#### Task prompt:
Search the material below for the string "pixels". Return every line that holds it.

#### Records to process:
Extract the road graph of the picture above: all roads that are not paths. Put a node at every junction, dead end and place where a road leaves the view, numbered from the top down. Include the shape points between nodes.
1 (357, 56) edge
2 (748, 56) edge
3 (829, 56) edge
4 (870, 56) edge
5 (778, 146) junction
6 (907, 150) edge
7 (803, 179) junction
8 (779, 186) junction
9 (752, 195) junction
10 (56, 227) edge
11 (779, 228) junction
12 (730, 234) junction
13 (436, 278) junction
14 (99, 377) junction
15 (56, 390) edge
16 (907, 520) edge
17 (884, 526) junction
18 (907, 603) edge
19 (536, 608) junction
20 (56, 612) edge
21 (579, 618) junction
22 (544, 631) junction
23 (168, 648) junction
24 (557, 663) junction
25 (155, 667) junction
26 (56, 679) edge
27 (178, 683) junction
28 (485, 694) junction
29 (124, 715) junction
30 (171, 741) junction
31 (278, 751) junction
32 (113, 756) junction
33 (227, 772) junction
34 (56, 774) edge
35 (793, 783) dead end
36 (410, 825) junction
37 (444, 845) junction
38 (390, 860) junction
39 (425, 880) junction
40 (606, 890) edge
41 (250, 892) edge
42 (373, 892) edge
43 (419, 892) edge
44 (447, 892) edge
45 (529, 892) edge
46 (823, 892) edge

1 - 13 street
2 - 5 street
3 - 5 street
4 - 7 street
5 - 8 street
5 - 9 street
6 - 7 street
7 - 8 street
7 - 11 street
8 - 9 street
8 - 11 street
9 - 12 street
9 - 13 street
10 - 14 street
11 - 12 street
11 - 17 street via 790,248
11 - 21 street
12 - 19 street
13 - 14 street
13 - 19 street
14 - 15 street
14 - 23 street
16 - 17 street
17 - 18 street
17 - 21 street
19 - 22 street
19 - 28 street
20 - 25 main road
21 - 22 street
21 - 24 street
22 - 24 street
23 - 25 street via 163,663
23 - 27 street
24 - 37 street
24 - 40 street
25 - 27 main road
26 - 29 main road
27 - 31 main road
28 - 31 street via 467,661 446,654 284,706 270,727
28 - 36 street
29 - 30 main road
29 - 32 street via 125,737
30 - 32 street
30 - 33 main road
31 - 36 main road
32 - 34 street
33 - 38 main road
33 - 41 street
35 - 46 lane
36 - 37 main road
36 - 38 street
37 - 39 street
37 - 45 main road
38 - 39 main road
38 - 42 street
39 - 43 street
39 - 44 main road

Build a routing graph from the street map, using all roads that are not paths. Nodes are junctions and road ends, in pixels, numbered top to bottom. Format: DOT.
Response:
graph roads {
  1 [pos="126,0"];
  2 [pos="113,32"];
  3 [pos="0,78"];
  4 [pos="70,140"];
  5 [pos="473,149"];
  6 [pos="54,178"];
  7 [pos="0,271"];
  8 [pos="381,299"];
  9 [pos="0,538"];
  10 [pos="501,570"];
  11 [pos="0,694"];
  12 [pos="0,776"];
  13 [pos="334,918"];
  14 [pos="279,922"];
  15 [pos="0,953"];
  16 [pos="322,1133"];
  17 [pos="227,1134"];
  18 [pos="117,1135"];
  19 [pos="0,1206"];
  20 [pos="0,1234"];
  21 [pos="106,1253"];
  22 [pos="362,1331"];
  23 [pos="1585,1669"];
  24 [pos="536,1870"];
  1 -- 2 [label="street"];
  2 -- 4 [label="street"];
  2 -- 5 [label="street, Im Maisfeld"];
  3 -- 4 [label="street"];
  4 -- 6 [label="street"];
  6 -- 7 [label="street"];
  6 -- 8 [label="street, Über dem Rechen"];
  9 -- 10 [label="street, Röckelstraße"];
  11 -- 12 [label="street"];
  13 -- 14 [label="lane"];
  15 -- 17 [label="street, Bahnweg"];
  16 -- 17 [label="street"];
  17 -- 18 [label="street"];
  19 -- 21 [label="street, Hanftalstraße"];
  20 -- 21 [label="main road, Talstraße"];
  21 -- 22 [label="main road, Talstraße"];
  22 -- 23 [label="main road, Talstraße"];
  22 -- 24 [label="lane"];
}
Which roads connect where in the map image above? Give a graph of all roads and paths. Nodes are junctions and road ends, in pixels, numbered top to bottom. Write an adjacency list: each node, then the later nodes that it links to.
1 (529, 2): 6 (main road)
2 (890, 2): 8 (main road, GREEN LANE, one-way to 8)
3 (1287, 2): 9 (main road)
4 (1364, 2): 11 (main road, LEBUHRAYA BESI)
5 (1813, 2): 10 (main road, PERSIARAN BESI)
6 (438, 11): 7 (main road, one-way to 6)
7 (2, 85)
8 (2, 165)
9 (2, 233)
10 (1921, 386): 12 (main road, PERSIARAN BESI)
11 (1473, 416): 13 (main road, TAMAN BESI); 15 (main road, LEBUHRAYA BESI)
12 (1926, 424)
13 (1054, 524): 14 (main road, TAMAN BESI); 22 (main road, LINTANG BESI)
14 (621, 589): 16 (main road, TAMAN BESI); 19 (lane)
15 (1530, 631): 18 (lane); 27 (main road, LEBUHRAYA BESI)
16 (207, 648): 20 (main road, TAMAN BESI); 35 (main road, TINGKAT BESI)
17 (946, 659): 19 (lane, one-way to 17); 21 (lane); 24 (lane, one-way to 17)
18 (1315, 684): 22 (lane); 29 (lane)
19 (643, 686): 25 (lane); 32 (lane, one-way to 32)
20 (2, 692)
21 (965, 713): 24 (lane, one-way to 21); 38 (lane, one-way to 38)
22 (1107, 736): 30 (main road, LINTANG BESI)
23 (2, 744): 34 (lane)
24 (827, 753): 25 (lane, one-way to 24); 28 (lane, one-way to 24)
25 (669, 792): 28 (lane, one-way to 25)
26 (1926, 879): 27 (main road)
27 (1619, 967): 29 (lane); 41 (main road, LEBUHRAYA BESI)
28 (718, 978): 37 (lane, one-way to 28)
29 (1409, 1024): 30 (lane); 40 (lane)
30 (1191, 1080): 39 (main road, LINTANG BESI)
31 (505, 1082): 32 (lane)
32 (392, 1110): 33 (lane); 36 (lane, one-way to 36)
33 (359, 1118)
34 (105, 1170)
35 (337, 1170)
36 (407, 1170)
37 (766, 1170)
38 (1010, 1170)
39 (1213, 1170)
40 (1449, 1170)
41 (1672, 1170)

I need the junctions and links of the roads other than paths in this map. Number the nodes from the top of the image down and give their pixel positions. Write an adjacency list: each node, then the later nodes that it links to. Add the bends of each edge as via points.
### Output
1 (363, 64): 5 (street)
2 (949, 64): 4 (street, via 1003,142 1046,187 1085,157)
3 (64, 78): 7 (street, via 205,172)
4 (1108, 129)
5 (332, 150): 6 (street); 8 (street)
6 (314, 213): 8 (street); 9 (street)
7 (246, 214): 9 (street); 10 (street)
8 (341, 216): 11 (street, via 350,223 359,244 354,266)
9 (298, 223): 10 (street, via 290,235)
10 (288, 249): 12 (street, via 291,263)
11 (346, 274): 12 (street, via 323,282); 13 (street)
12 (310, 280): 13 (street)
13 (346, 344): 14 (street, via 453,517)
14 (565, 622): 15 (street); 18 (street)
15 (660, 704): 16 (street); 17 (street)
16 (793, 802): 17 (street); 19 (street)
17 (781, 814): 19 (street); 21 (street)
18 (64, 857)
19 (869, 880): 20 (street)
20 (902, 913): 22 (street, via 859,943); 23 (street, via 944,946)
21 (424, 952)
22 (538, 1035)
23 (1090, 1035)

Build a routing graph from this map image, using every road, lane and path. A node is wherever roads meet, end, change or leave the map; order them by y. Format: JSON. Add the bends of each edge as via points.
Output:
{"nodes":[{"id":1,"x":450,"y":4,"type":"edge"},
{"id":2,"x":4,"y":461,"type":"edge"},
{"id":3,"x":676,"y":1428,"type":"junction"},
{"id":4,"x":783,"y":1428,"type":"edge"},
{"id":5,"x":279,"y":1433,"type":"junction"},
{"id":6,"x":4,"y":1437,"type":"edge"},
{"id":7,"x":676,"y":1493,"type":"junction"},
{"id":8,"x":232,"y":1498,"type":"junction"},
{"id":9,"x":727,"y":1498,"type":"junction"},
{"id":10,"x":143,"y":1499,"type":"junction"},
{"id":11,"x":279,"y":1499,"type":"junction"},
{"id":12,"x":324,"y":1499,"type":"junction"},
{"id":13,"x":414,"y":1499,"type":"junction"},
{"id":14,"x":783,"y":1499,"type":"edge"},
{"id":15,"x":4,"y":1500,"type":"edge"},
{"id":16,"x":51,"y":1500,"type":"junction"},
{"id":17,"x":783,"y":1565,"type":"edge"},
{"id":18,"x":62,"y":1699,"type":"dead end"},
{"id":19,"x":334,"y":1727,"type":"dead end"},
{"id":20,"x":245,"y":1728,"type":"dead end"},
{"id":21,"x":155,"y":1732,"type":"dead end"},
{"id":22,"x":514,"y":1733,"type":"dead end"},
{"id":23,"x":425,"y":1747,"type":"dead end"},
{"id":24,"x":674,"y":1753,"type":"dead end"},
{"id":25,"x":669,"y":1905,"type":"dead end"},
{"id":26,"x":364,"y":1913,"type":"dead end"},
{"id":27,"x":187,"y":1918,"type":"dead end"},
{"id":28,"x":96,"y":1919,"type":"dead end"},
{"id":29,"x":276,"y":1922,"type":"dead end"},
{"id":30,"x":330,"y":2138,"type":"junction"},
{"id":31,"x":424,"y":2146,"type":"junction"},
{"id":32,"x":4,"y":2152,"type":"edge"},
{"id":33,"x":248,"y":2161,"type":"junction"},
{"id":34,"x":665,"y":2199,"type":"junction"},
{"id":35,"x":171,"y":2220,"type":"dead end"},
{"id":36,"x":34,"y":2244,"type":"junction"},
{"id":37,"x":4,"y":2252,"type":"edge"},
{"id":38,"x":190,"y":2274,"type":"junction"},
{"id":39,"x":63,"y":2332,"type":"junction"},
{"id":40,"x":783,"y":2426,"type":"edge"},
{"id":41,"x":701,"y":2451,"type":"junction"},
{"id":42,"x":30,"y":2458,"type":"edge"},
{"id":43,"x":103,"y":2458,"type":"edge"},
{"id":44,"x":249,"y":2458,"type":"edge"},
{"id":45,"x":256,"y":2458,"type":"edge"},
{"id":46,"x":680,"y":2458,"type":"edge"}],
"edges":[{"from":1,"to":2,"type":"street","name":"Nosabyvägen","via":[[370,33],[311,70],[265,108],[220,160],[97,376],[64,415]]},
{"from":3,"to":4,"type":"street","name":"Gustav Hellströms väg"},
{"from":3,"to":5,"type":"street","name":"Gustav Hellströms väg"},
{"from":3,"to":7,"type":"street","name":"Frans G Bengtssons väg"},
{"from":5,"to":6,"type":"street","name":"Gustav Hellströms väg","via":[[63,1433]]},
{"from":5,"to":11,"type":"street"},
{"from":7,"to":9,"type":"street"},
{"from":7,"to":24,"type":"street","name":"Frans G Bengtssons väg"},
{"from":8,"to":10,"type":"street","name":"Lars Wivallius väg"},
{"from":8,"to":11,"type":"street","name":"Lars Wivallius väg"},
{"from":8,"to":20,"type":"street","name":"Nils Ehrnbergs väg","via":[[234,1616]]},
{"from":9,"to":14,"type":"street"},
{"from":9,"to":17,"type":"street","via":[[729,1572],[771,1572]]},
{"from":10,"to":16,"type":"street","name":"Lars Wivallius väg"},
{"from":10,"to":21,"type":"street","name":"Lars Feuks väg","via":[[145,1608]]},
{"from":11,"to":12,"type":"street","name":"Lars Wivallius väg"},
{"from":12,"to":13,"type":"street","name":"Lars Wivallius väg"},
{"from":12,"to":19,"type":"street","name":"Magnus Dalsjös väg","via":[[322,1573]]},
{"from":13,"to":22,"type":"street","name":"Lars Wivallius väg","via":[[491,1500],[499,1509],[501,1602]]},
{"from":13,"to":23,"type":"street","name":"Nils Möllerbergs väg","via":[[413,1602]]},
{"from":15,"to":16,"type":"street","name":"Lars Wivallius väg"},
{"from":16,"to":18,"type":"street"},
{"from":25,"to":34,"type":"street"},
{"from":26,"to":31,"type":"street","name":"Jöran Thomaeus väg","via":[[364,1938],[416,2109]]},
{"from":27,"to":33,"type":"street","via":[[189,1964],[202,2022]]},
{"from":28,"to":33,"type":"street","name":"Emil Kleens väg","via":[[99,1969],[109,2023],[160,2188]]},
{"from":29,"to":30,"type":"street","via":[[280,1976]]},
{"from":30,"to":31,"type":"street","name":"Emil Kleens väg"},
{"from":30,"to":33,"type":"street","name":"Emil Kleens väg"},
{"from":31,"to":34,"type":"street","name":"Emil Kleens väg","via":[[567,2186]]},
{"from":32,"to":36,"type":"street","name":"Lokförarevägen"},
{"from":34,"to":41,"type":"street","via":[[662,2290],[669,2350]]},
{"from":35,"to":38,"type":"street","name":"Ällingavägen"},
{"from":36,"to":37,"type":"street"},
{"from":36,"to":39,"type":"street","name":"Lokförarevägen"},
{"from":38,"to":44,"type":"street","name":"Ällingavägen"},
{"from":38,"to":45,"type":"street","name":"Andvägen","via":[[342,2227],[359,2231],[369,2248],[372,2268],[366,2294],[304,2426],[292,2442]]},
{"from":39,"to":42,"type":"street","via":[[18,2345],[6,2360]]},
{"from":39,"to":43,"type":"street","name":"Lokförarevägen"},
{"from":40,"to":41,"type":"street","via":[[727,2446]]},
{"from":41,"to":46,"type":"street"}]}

#### Solution:
Build a routing graph from the street map, using all roads that are not paths. Nodes are junctions and road ends, in pixels, numbered top to bottom. Format: DOT.
Which roads connect where in the map image above? Give a graph of all roads and paths. Nodes are junctions and road ends, in pixels, numbered top to bottom. Write an adjacency list: each node, then the later nodes that it links to.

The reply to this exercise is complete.